Nunca nenhum investigador tinha conseguido perceber a mensagem deste misterioso pedaço de papiro, reduzido em tamanho mas não em atenções. Escrito em ambos os lados, em espelho, era considerado indecifrável desde o século XVI, quando integrou a coleção de Basilius Amerbach, um advogado da Basileia. Mas agora uma equipa da Universidade de Basileia pôs fim ao mistério.
Com recurso a luzes ultravioletas e de infravermelhos, a equipa liderada por Sabine Hubner, professora de História da Antiguidade naquela universidade, descobriu que, afinal, o papiro não era apenas um, mas sim vários colados uns aos outros, criando a ilusão de estar escrito na frente e no verso. Para separar as folhas, a equipa recorreu a um especialista em restauro de papiros, que se deslocou a Basileia, conseguindo dar resposta à pergunta que tantas dores de cabeça tem dado a quem tenta solucioná-la.
Ultrapassado esse obstáculo, os investigadores fizeram então “uma descoberta sensacional”, nas palavras de Sabine Hubner. O papiro que tinham em mãos tinha não apenas um texto, mas dois: um texto médico e um literário.
Segundo a equipa, o texto médico descreve o fenómeno da apneia histérica e, apesar de não terem conseguido confirmá-lo, os investigadores acreditam que a autoria pertença ao médico romano Galeno – a outra hipótese em cima da mesa é ser um comentário de alguém ao seu trabalho.

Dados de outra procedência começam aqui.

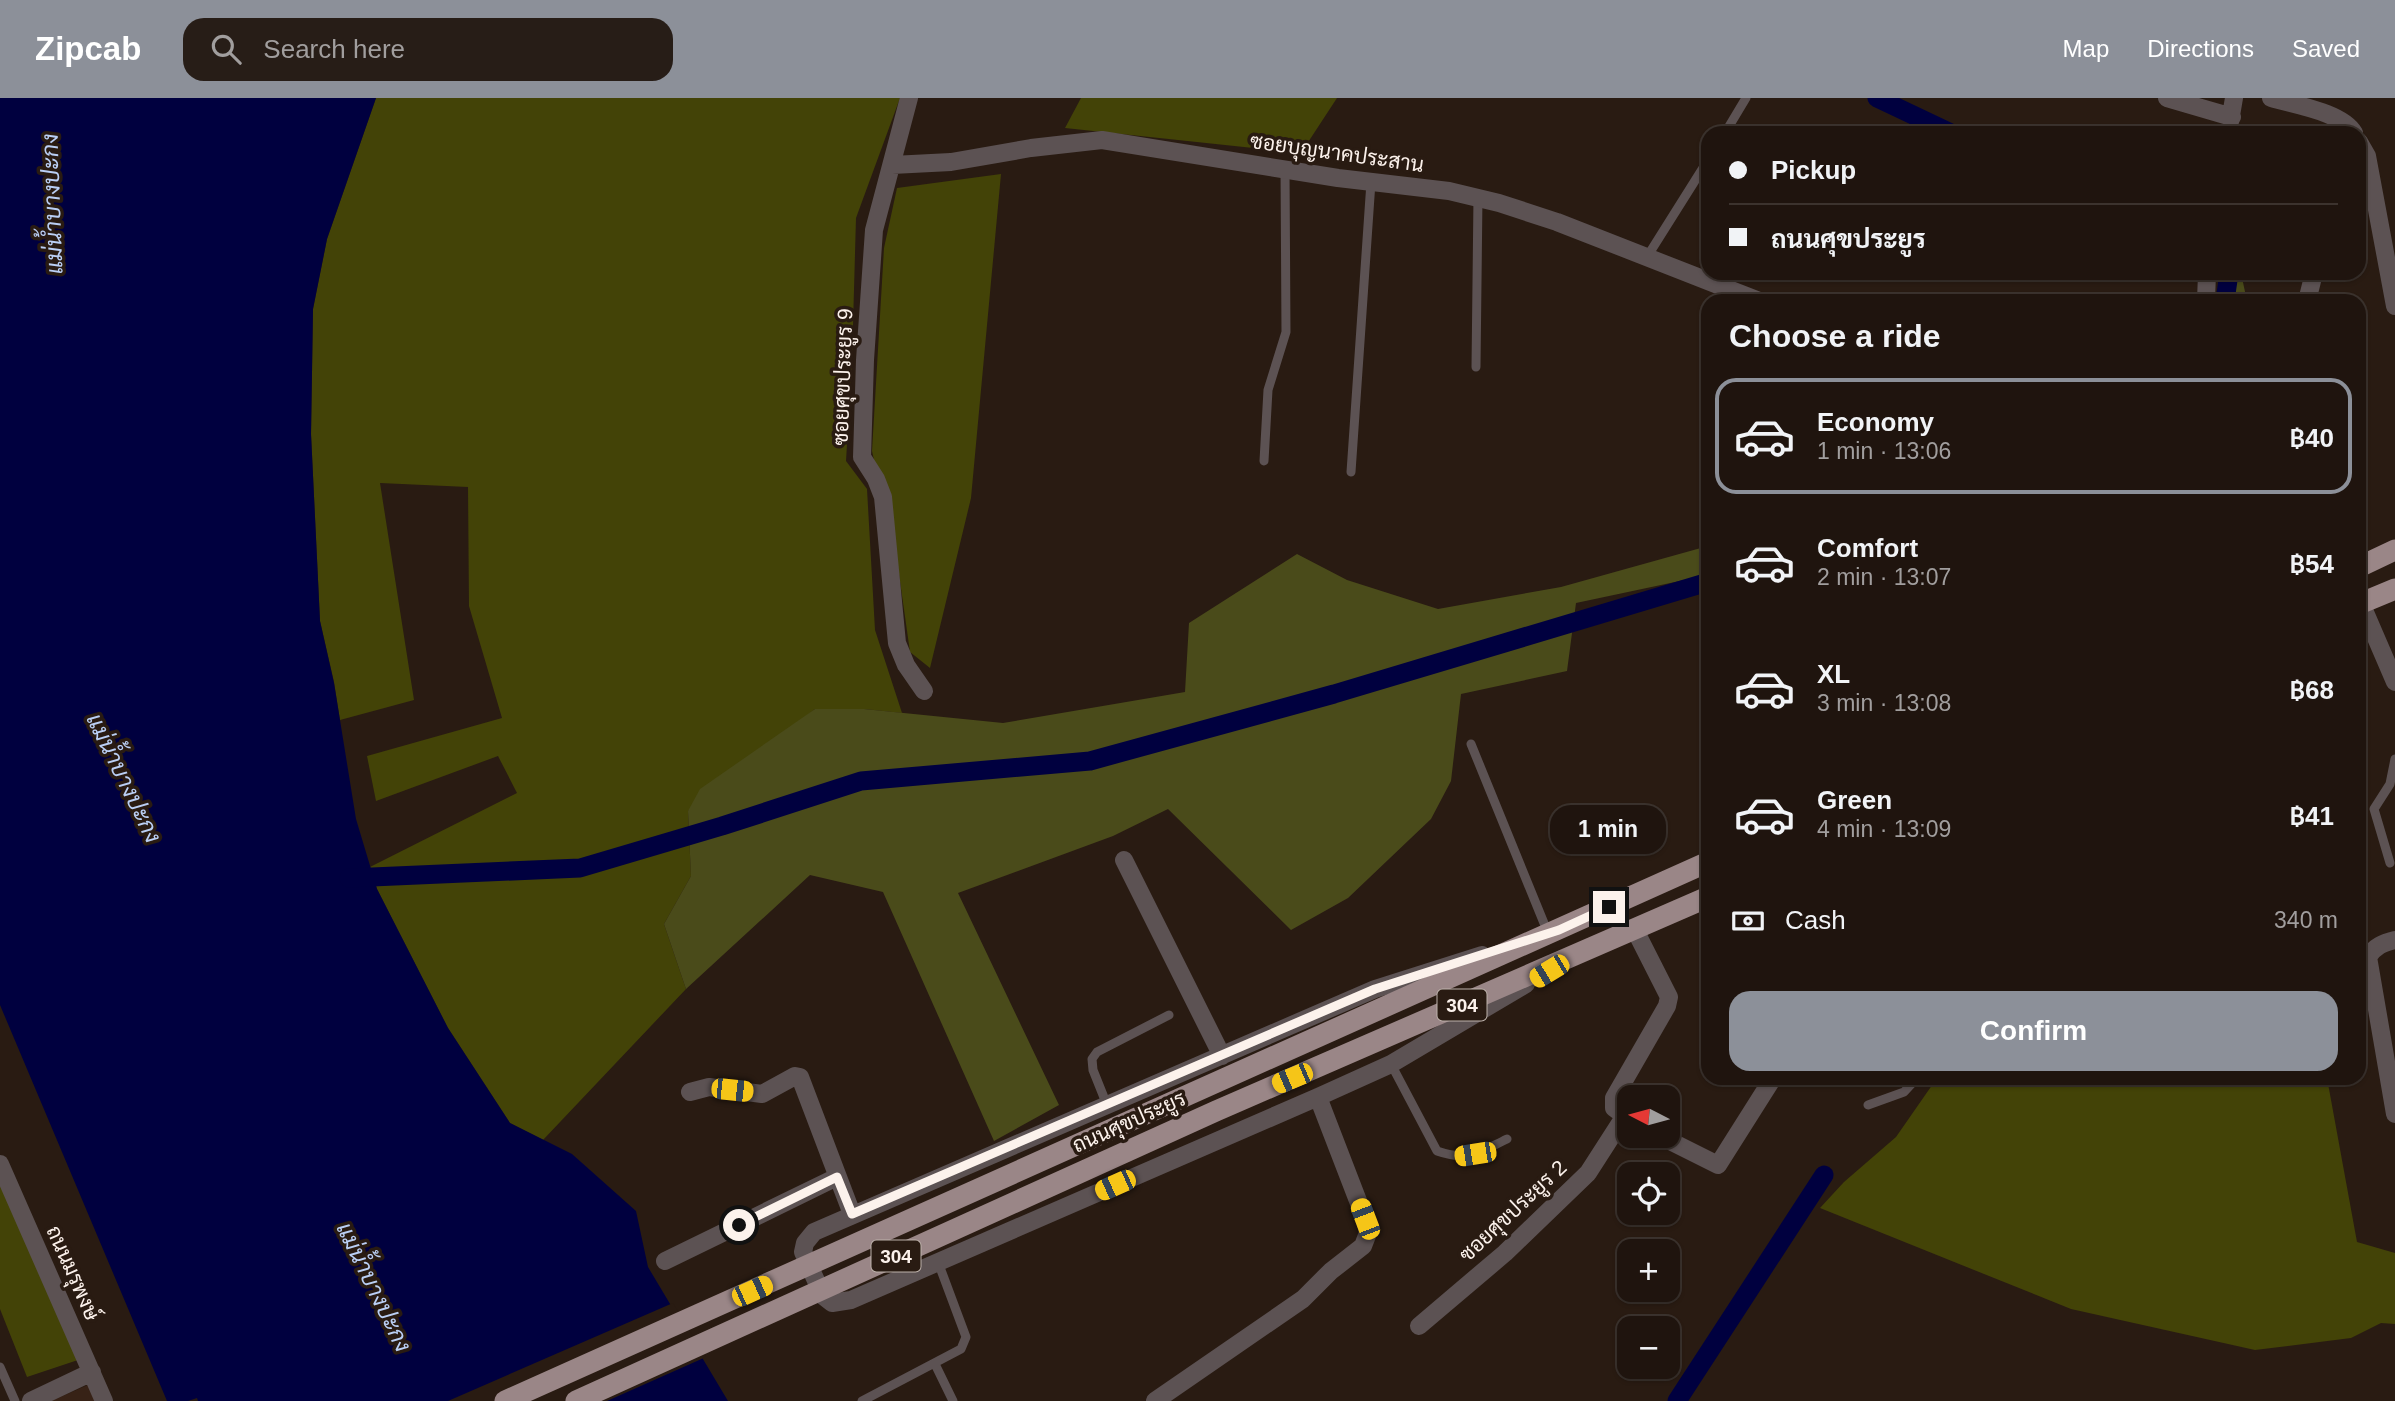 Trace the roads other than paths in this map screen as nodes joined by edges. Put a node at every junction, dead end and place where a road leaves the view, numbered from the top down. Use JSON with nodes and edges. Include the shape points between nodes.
{"nodes":[{"id":1,"x":909,"y":98,"type":"edge"},
{"id":2,"x":1746,"y":98,"type":"edge"},
{"id":3,"x":2167,"y":98,"type":"edge"},
{"id":4,"x":2234,"y":98,"type":"edge"},
{"id":5,"x":2271,"y":98,"type":"edge"},
{"id":6,"x":2296,"y":101,"type":"edge"},
{"id":7,"x":2230,"y":125,"type":"edge"},
{"id":8,"x":1729,"y":126,"type":"edge"},
{"id":9,"x":2350,"y":126,"type":"edge"},
{"id":10,"x":2366,"y":154,"type":"edge"},
{"id":11,"x":892,"y":165,"type":"junction"},
{"id":12,"x":1285,"y":169,"type":"junction"},
{"id":13,"x":1701,"y":171,"type":"edge"},
{"id":14,"x":1371,"y":182,"type":"junction"},
{"id":15,"x":1478,"y":197,"type":"junction"},
{"id":16,"x":2379,"y":222,"type":"junction"},
{"id":17,"x":2395,"y":232,"type":"edge"},
{"id":18,"x":1647,"y":257,"type":"junction"},
{"id":19,"x":1701,"y":278,"type":"edge"},
{"id":20,"x":1706,"y":280,"type":"edge"},
{"id":21,"x":1741,"y":294,"type":"edge"},
{"id":22,"x":2395,"y":306,"type":"edge"},
{"id":23,"x":1476,"y":367,"type":"dead end"},
{"id":24,"x":1264,"y":461,"type":"dead end"},
{"id":25,"x":1351,"y":472,"type":"dead end"},
{"id":26,"x":2395,"y":550,"type":"edge"},
{"id":27,"x":2366,"y":562,"type":"edge"},
{"id":28,"x":2395,"y":589,"type":"edge"},
{"id":29,"x":2366,"y":601,"type":"edge"},
{"id":30,"x":2366,"y":617,"type":"edge"},
{"id":31,"x":2395,"y":682,"type":"edge"},
{"id":32,"x":924,"y":691,"type":"dead end"},
{"id":33,"x":1471,"y":744,"type":"dead end"},
{"id":34,"x":2395,"y":759,"type":"edge"},
{"id":35,"x":1124,"y":860,"type":"dead end"},
{"id":36,"x":2390,"y":863,"type":"dead end"},
{"id":37,"x":1701,"y":865,"type":"edge"},
{"id":38,"x":1701,"y":900,"type":"edge"},
{"id":39,"x":1634,"y":928,"type":"junction"},
{"id":40,"x":1554,"y":932,"type":"junction"},
{"id":41,"x":2395,"y":940,"type":"edge"},
{"id":42,"x":1572,"y":957,"type":"junction"},
{"id":43,"x":1169,"y":1015,"type":"dead end"},
{"id":44,"x":1222,"y":1056,"type":"junction"},
{"id":45,"x":2391,"y":1061,"type":"edge"},
{"id":46,"x":1391,"y":1064,"type":"junction"},
{"id":47,"x":1621,"y":1085,"type":"edge"},
{"id":48,"x":1769,"y":1085,"type":"edge"},
{"id":49,"x":1910,"y":1085,"type":"edge"},
{"id":50,"x":690,"y":1093,"type":"dead end"},
{"id":51,"x":1617,"y":1093,"type":"edge"},
{"id":52,"x":1318,"y":1097,"type":"junction"},
{"id":53,"x":1107,"y":1105,"type":"junction"},
{"id":54,"x":1868,"y":1105,"type":"dead end"},
{"id":55,"x":1617,"y":1110,"type":"edge"},
{"id":56,"x":2395,"y":1114,"type":"edge"},
{"id":57,"x":1617,"y":1132,"type":"edge"},
{"id":58,"x":1507,"y":1139,"type":"dead end"},
{"id":59,"x":1680,"y":1146,"type":"edge"},
{"id":60,"x":0,"y":1164,"type":"edge"},
{"id":61,"x":837,"y":1177,"type":"junction"},
{"id":62,"x":852,"y":1214,"type":"junction"},
{"id":63,"x":665,"y":1261,"type":"dead end"},
{"id":64,"x":938,"y":1262,"type":"junction"},
{"id":65,"x":1419,"y":1326,"type":"dead end"},
{"id":66,"x":934,"y":1364,"type":"junction"},
{"id":67,"x":0,"y":1367,"type":"edge"},
{"id":68,"x":92,"y":1372,"type":"junction"},
{"id":69,"x":550,"y":1382,"type":"junction"},
{"id":70,"x":15,"y":1401,"type":"edge"},
{"id":71,"x":31,"y":1401,"type":"edge"},
{"id":72,"x":104,"y":1401,"type":"edge"},
{"id":73,"x":505,"y":1401,"type":"edge"},
{"id":74,"x":513,"y":1401,"type":"edge"},
{"id":75,"x":576,"y":1401,"type":"edge"},
{"id":76,"x":862,"y":1401,"type":"edge"},
{"id":77,"x":953,"y":1401,"type":"edge"},
{"id":78,"x":1155,"y":1401,"type":"edge"}],
"edges":[{"from":1,"to":11,"type":"street","name":"ซอยศุขประยูร 9"},
{"from":2,"to":8,"type":"lane"},
{"from":3,"to":7,"type":"street"},
{"from":4,"to":7,"type":"street"},
{"from":5,"to":6,"type":"street"},
{"from":6,"to":9,"type":"street"},
{"from":10,"to":16,"type":"street"},
{"from":11,"to":12,"type":"street","name":"ซอยบุญนาคประสาน","via":[[951,162],[1102,140]]},
{"from":11,"to":32,"type":"street","name":"ซอยศุขประยูร 9","via":[[874,230],[862,457],[883,497],[897,643]]},
{"from":12,"to":14,"type":"street","name":"ซอยบุญนาคประสาน"},
{"from":12,"to":24,"type":"lane","via":[[1286,332],[1268,390]]},
{"from":13,"to":18,"type":"lane"},
{"from":14,"to":15,"type":"street","name":"ซอยบุญนาคประสาน"},
{"from":14,"to":25,"type":"lane"},
{"from":15,"to":18,"type":"street","name":"ซอยบุญนาคประสาน"},
{"from":15,"to":23,"type":"lane"},
{"from":16,"to":17,"type":"lane"},
{"from":16,"to":22,"type":"street"},
{"from":18,"to":19,"type":"street","name":"ซอยบุญนาคประสาน"},
{"from":20,"to":21,"type":"street","name":"ซอยบุญนาคประสาน"},
{"from":26,"to":27,"type":"main road"},
{"from":28,"to":29,"type":"main road"},
{"from":30,"to":31,"type":"street"},
{"from":33,"to":40,"type":"lane"},
{"from":34,"to":36,"type":"lane","via":[[2390,784],[2374,809]]},
{"from":35,"to":44,"type":"street"},
{"from":37,"to":40,"type":"main road","name":"ถนนศุขประยูร","number":"304"},
{"from":38,"to":39,"type":"main road","name":"ถนนศุขประยูร","number":"304"},
{"from":39,"to":42,"type":"main road","name":"ถนนศุขประยูร","number":"304"},
{"from":39,"to":47,"type":"street","name":"ซอยศุขประยูร 2","via":[[1669,997]]},
{"from":40,"to":44,"type":"street","via":[[1375,989]]},
{"from":40,"to":69,"type":"main road","name":"ถนนศุขประยูร","number":"304"},
{"from":41,"to":45,"type":"street","via":[[2382,943],[2368,957]]},
{"from":42,"to":46,"type":"street"},
{"from":42,"to":75,"type":"main road","name":"ถนนศุขประยูร","number":"304","via":[[1216,1111]]},
{"from":43,"to":53,"type":"lane","via":[[1097,1052],[1092,1059]]},
{"from":44,"to":53,"type":"street"},
{"from":45,"to":56,"type":"street"},
{"from":46,"to":52,"type":"street"},
{"from":46,"to":58,"type":"lane","via":[[1437,1151],[1456,1157],[1475,1154]]},
{"from":48,"to":59,"type":"street","via":[[1718,1165]]},
{"from":49,"to":54,"type":"lane","via":[[1904,1092]]},
{"from":50,"to":61,"type":"street","via":[[709,1087],[762,1094],[800,1077]]},
{"from":51,"to":55,"type":"street","name":"ซอยศุขประยูร 2"},
{"from":52,"to":64,"type":"street"},
{"from":52,"to":78,"type":"street","via":[[1365,1219],[1368,1233],[1363,1246],[1303,1299]]},
{"from":53,"to":62,"type":"street"},
{"from":57,"to":65,"type":"street","name":"ซอยศุขประยูร 2","via":[[1588,1172],[1505,1253]]},
{"from":60,"to":68,"type":"street","name":"ถนนมรุพงษ์"},
{"from":61,"to":62,"type":"street"},
{"from":61,"to":63,"type":"street"},
{"from":62,"to":64,"type":"street","via":[[814,1232],[805,1243],[803,1252],[823,1296],[832,1303],[851,1300]]},
{"from":64,"to":66,"type":"lane","via":[[966,1337],[961,1349]]},
{"from":66,"to":76,"type":"lane"},
{"from":66,"to":77,"type":"lane"},
{"from":67,"to":70,"type":"lane"},
{"from":68,"to":71,"type":"street"},
{"from":68,"to":72,"type":"street","name":"ถนนมรุพงษ์"},
{"from":69,"to":73,"type":"main road","name":"ถนนศุขประยูร","number":"304"},
{"from":69,"to":74,"type":"main road","name":"ถนนศุขประยูร","number":"304"}]}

Mas a equipa não ficou menos entusiasmada com a descoberta do texto literário. “A maioria dos papiros são documentos como cartas, contratos e receitas. No entanto, este é um texto literário, e é muito mais valioso”, disse Sabine Hubner.
Uma coleção de 65 papiros A descoberta feita pelo grupo da Universidade da Basileia não foi isolada. Há já três anos que a equipa dirigida por Sabine Hubner está a estudar papiros, digitalizando-os, transcrevendo-os, anotando-os e traduzindo-os. Os papiros em causa pertencem à coleção da universidade, que a iniciou em 1900. Hoje, conta com um total de 65 papiros em línguas antigas e que até ao início deste projeto nunca tinham sido estudados.
O projeto está a chegar ao fim e a publicação dos resultados está prevista para os primeiros meses de 2019. Mas o trabalho de Hubner não termina aí: a investigadora quer disponibilizar a coleção digitalizada em bases de dados internacionais, uma vez que, dada a sua antiguidade, os papiros chegam apenas em fragmentos e existe a possibilidade de outras partes de um mesmo papiro estarem em qualquer outro local do mundo. “Os papiros são todos parte de um contexto mais alargado. As pessoas mencionadas num papiro da Basileia podem aparecer também noutro papiro, guardado por exemplo em Estrasburgo, Londres, Berlim ou outros locais. São as oportunidades que o digital nos possibilita que nos permitem voltar a juntar as peças do puzzle para formar o quadro completo”, defende Hubner.